Finding Run-time Memory Errors

A sophisticated tool for the thorniest of bugs

Probably the most insidious bug infesting C programs is the array-bounds violation. In its more subtle forms, it merely leads to slightly incorrect results. Virulent strains can cause stack corruption, segmentation violations, and ultimately, programmer insanity. A wide variety of free and commercial malloc() debugging packages are available to help combat this plague. Unfortunately, they're awkward to use and only address part of the problem.

However, a number of "modern" tools designed to detect memory-related errors are now available. These tools, such as Purify from Pure Software, Insight from Parasoft, MemCheck from StratosWare, and Sentinel from Virtual Technologies, are modern in that they perform sophisticated checking and generate detailed reports of C/C++ programs at run time. In this article, I'll focus on Purify 2.0.

Besides array-bounds violations, Purify 2.0 detects memory leaks and the use of uninitialized memory, NULL pointers, and free()ed memory. (Figure 1 lists errors Purify can catch.) Currently, Purify is available only on Sun SPARCstations, but HP 9000-support is forthcoming. [HP and SGI are now supported ed.] It supports C, C++, and Fortran 77. I've used it with cc and CC from Sun, lcc from Lucid, and GNU gcc and g++ from Free Software Foundation. Pure Software supports a number of other compilers as well.

Innocence Lost

Although I write software for different platforms, my primary project has been OPAL, a PLD programming package consisting of 20 programs and 80,000 lines of code, which supports hoth DOS and Sun UNIX environments. Since DOS is tolerant of memory errors, we decided to focus quality assurance on the UNIX platform, where a segmentation violation is likely.

The result was a brute-force malloc() replacement (written by Andy Valencia, of Sequent, and myself) which could detect array-bound violations of malloc()ed memory. Unfortunately, it used enormous amounts of memory (a minimum of two virtual pages -- typically 8K -- for each malloc() call), which usually thrashed the system, and frequently exhausted all available virtual memory. I first ran across Purify at the Winter 1992 USENIX conference. Since then, I've used Purify on every program I've written, as well as on the public-domain packages to which I contribute.

Overview

Purify can be used almost immediately after installation. To illustrate how to use it, I've written a short program which contains a number of errors. While the example is admittedly contrived, all the errors are familiar to C programmers. For the sake of illustration, imagine the code is tens of thousands of lines long where you would have only a small chance of finding the errors by sight.

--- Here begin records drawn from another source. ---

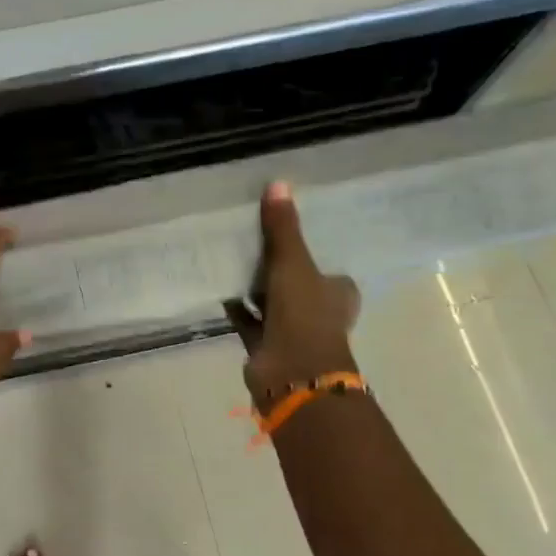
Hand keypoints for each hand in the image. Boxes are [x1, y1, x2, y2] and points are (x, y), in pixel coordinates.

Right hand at [225, 182, 360, 405]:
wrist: (292, 372)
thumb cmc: (304, 315)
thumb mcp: (294, 264)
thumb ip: (284, 228)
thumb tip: (279, 183)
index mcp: (337, 293)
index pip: (328, 270)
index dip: (312, 254)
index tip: (289, 235)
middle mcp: (318, 311)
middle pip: (297, 283)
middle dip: (279, 269)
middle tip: (254, 241)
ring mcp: (291, 330)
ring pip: (272, 302)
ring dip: (255, 288)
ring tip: (232, 258)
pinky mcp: (266, 345)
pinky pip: (248, 320)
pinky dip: (237, 307)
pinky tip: (219, 287)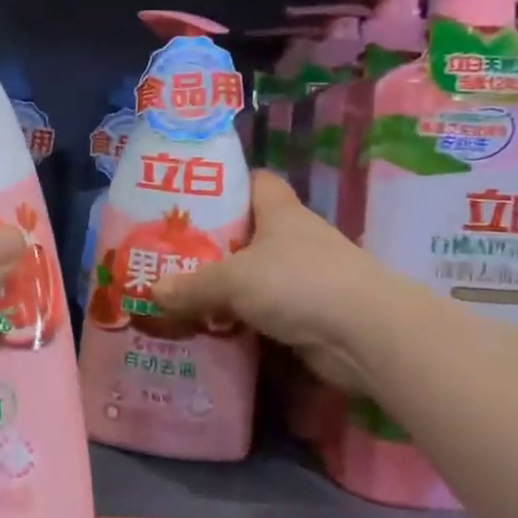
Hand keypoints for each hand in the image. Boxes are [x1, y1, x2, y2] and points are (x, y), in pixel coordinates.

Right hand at [154, 171, 383, 397]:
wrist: (365, 334)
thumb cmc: (298, 282)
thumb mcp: (233, 279)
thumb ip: (190, 285)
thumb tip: (151, 291)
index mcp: (280, 213)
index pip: (255, 183)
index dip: (226, 185)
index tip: (190, 198)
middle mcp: (295, 240)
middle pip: (248, 233)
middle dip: (212, 245)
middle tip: (170, 255)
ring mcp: (305, 278)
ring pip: (255, 276)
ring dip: (225, 288)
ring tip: (180, 295)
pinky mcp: (309, 315)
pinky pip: (264, 313)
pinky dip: (241, 320)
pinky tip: (211, 329)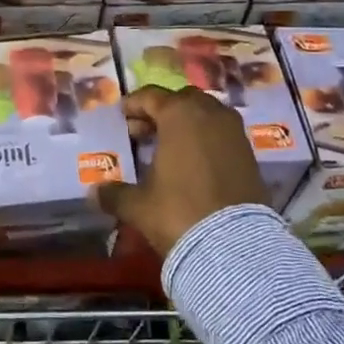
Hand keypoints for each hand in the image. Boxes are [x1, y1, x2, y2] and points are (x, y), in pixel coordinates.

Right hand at [94, 85, 267, 255]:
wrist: (235, 247)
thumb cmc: (179, 212)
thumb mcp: (139, 205)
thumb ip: (115, 194)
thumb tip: (93, 193)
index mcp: (179, 115)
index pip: (151, 97)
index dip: (134, 105)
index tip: (122, 115)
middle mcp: (209, 113)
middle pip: (182, 100)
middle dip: (162, 111)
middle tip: (144, 132)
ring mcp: (234, 132)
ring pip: (206, 114)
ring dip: (187, 123)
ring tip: (170, 146)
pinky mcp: (250, 153)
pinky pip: (222, 133)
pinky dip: (206, 138)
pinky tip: (193, 161)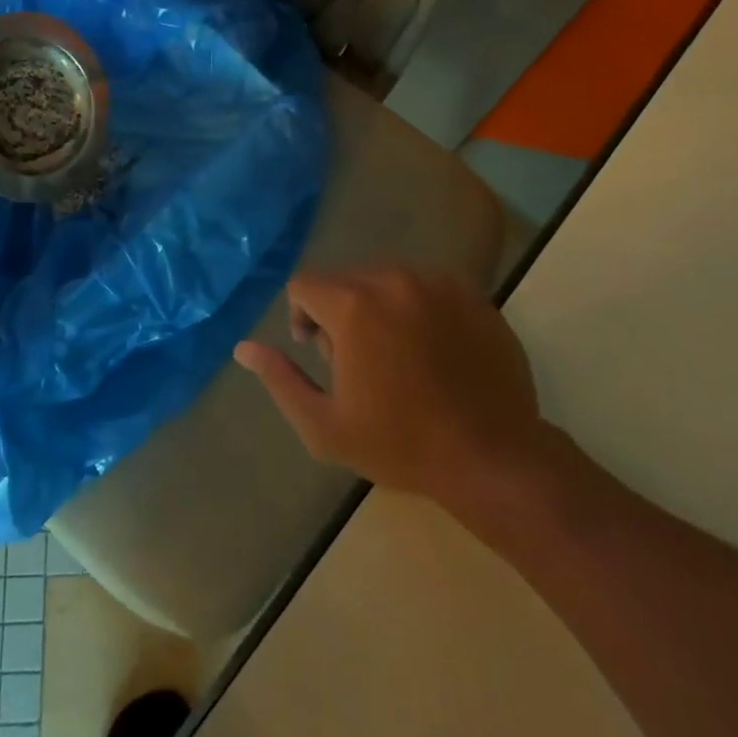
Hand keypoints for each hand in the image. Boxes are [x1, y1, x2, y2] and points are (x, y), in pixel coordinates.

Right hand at [235, 265, 540, 499]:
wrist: (493, 457)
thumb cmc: (400, 445)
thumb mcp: (325, 426)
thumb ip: (280, 380)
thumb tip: (244, 348)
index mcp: (354, 306)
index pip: (304, 284)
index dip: (300, 315)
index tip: (317, 353)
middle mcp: (394, 279)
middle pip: (345, 279)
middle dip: (339, 312)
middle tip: (357, 362)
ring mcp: (438, 283)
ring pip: (386, 280)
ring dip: (378, 307)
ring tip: (396, 356)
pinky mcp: (472, 295)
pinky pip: (426, 287)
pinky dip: (417, 309)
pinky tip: (432, 351)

Purify can be run either from the command line or from within a make file by prefixing your normal linking command with the command purify. Although I'm compiling with the -g debugging option, Purify doesn't require it. If you use -g, Purify will produce more readable error messages. Since there's only one source module, I'll skip the make file and type purify gcc -g -o string stringl.c.

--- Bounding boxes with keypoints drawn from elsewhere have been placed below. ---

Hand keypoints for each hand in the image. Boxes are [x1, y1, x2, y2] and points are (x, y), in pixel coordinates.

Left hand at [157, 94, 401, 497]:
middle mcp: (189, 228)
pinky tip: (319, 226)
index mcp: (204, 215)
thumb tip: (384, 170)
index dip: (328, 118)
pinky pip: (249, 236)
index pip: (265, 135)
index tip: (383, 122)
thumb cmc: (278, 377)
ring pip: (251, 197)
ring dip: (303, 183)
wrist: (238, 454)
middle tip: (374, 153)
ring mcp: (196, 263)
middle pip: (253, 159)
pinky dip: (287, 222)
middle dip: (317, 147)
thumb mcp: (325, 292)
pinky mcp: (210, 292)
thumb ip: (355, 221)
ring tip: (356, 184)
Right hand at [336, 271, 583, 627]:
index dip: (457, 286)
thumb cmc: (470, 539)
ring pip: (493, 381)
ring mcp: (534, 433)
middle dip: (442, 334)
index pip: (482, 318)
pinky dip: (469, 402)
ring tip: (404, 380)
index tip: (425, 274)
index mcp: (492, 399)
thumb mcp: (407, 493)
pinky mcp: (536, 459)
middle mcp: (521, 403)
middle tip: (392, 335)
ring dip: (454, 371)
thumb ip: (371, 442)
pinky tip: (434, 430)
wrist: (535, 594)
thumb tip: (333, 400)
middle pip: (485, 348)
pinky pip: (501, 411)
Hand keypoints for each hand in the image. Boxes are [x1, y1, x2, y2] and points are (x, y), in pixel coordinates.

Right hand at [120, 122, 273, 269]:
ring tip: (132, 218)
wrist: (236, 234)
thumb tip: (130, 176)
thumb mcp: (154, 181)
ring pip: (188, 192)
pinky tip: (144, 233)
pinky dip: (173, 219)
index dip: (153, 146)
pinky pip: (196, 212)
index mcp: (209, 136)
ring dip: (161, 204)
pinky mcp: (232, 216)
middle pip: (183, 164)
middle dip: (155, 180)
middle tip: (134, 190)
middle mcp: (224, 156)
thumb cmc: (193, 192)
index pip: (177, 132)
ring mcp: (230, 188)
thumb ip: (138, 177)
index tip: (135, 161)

Purify first allows gcc to compile string.c, intercepting the link step. It then modifies the object file string.o and the standard library libc.a to insert all of its error checking code. It then uses its own incremental linker to produce the executable file.

Uninitialized Memory Read

When execution of string starts, Purify verifies you have a license. If so, it runs normally, but whenever an error is detected, it prints a message. Since the messages are sent to stderr, they are easy to separate from normal program output.

The first reported error is an "uninitialized memory read" of the local variable string on line 13 of stringl.c, the stringCopy() function call. Returning to the source file, you'll notice I passed string as an argument without initializing it to a section of allocated memory. Knowing a bit about pointers, I suspect that the garbage pointer is what lead to the second error, a segmentation violation. Purify specified the stack frame and line number of both errors. The familiar UNIX message "segmentation fault" doesn't convey this information.

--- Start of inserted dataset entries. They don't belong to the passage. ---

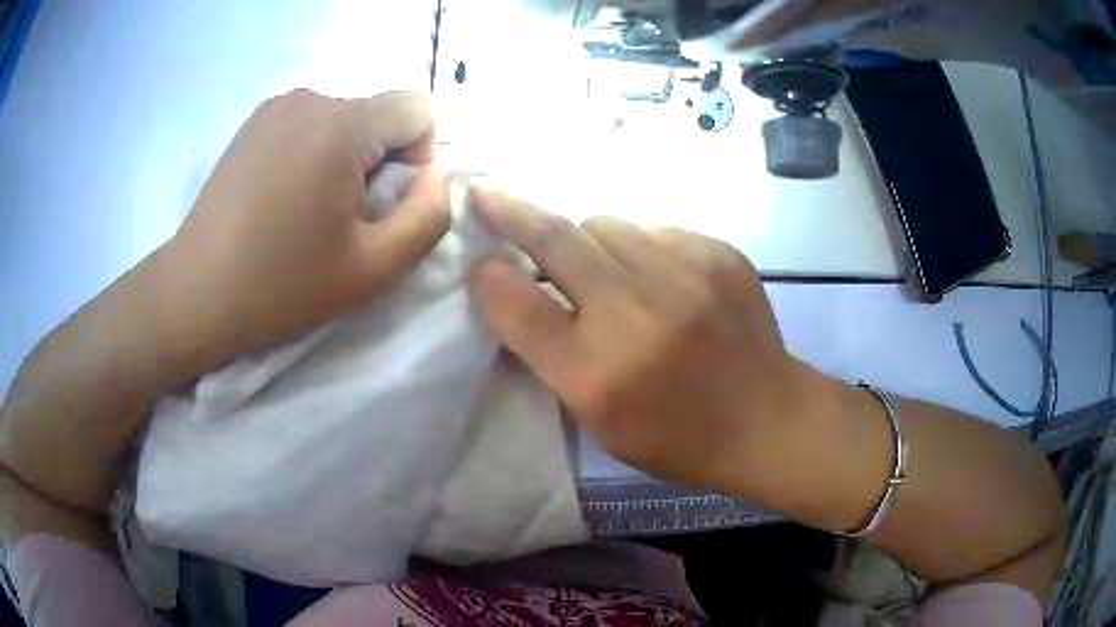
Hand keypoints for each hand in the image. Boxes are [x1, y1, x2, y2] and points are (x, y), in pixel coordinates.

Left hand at [159, 90, 449, 369]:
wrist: (194, 294)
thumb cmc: (280, 287)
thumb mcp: (373, 268)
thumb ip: (428, 217)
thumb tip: (436, 178)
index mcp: (343, 125)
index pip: (421, 110)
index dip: (419, 160)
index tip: (383, 207)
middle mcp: (312, 96)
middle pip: (382, 115)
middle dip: (381, 163)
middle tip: (343, 220)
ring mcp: (278, 105)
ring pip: (347, 119)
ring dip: (347, 160)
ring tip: (308, 212)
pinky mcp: (255, 121)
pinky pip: (312, 124)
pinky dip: (315, 154)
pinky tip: (283, 198)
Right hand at [466, 187, 828, 495]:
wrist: (766, 419)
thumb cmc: (676, 436)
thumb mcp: (598, 419)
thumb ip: (550, 355)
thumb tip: (512, 290)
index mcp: (596, 373)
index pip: (517, 306)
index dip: (487, 277)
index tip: (475, 258)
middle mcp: (634, 313)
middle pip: (555, 237)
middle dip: (511, 210)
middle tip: (487, 192)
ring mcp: (683, 273)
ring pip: (605, 223)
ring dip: (587, 240)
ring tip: (603, 269)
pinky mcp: (718, 252)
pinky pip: (655, 230)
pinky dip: (641, 249)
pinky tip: (659, 279)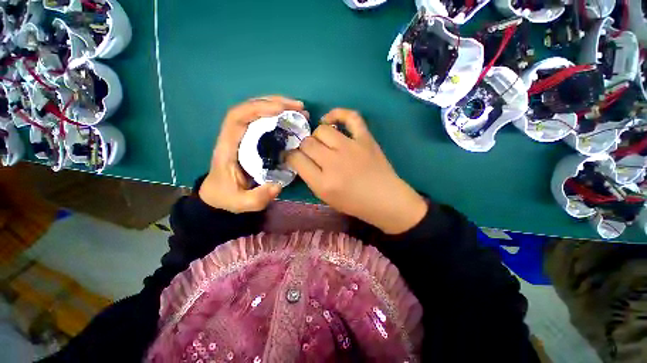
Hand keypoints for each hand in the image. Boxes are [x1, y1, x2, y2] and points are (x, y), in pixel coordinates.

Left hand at [199, 96, 307, 212]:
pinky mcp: (251, 138)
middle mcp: (234, 135)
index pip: (238, 118)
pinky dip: (277, 114)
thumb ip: (257, 198)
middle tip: (299, 107)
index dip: (258, 109)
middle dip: (274, 103)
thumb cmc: (228, 196)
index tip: (281, 110)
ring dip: (277, 105)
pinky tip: (291, 117)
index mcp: (228, 146)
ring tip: (298, 109)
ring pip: (256, 110)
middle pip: (249, 108)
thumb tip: (278, 186)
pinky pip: (262, 120)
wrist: (219, 194)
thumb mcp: (241, 203)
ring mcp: (242, 134)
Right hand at [286, 108, 426, 233]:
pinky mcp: (365, 138)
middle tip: (310, 152)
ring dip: (317, 136)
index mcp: (323, 183)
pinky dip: (337, 114)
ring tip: (323, 142)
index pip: (296, 159)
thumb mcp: (326, 197)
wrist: (385, 199)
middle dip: (303, 147)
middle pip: (307, 143)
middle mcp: (334, 163)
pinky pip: (350, 116)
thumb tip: (300, 158)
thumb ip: (310, 178)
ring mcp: (350, 148)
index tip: (292, 156)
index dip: (290, 156)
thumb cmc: (354, 203)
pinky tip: (330, 120)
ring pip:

The first error is easy enough to fix; the modified version of main() is then recompiled. Compiling is much faster this time since the Purify-ed version of libc.a had been cached. Nevertheless, when I run my program, I still have an uninitialized memory read, but it's due to the local variable length in stringCopy(). Purify shows the entire stack frame and size of the error. Also, since the program didn't crash this time, a summary is printed at the end.

Once again, the error is simple to fix by initializing length to 0. After I compile and run this version, Purify reports no errors. Feeling overjoyed, I decide to exercise my program a bit with different strings.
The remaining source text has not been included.